30. Noncompliance with diet and/or antimicrobial drug recommendations can be expected to be associated with poor treatment outcomes. In our experience, veterinarians and their staff typically overestimate rates of compliance among their clients, and are also unable to identify noncompliant individuals. Therefore, special effort should be made to educate clients about the reasons why special diets and drugs are being given, and the expected outcome if they are unable or unwilling to comply with the dissolution protocol. Consult Table 3, p. 8S for a summary of expected changes in clinical, laboratory and radiographic findings during and following successful therapy.
31. In most situations, the expectation of full compliance with diet recommendations may be unrealistic. Clients should be advised of what types of "treats" will have minimal impact on the success of therapy, and the types of treats that will significantly reduce the likelihood of urolith dissolution. In general, less than full compliance is acceptable to us, as long as the desired therapeutic benefit can safely be achieved in an appropriate time.
32. Clients should be educated about the importance of antimicrobial drug therapy for bacterial UTI. The dosage of antimicrobic and the frequency with which it is administered should be devised in cooperation with the client's input of what is realistic for them.
33. In patients with concomitant disease and those at high risk for adverse events associated with consumption of struvitolytic diets, serum biochemical profiles and other monitoring procedures may be warranted.
34. The struvitolyic diets are relatively high in fat, which serves primarily as a source of calories. Because dietary fat is a risk factor for pancreatitis, patients known to be at higher risk for pancreatitis should be carefully evaluated prior to dissolution therapy, and closely monitored during dissolution therapy.
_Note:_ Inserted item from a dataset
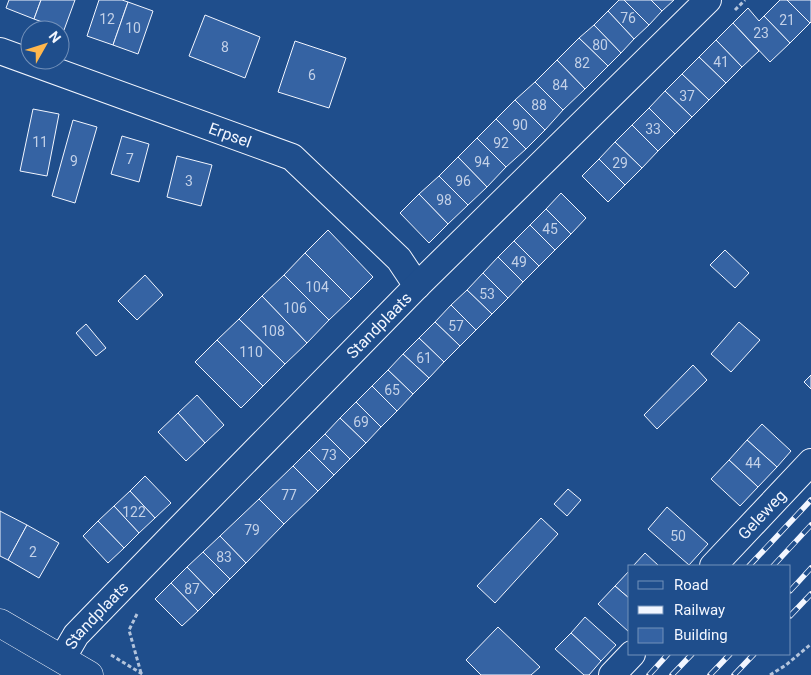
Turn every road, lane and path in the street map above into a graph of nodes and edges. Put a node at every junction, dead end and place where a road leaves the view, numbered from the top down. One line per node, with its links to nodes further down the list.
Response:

We emphasize that Miniature Schnauzers are at increased risk for infection-induced struvite uroliths, lipid abnormalities and pancreatitis.
Likewise, patients with hyperadrenocorticism are at increased risk for UTI (which could include staphylococci) and pancreatitis. Although risk factors are not to be considered as synonymous with cause and effect, clients should be informed of these associations and advised of how to respond to adverse events if they occur. They should be informed of adverse events that need medical attention and those that need medical attention only if they continue or are bothersome.
35. The diet (Prescription Diet Canine s/d, Hill's) designed to dissolve canine struvite uroliths is restricted in protein and supplemented with sodium chloride. Both could affect fluid balance. Therefore, it should not be routinely given to patients with concomitant diseases associated with positive fluid balance (heart failure, nephrotic syndrome, etc.) or hypertension.
36. Infection-induced struvite uroliths will not form in the absence of urease-positive microbial infections. Therefore, perform appropriate diagnostic studies with the goal of detecting and eradicating or controlling bacterial UTI. We emphasize that eradication or control of UTI by urease-producing bacteria is the most important factor in preventing recurrence of most infection-induced struvite uroliths.
36. In context of the effectiveness of diets in inducing dissolution of struvite uroliths, use of dietary modification to minimize recurrence of uroliths is logical and feasible. Studies are in progress to evaluate the preventative efficacy of mild to moderate restrictions in protein, magnesium and phosphorus of acidifying diets.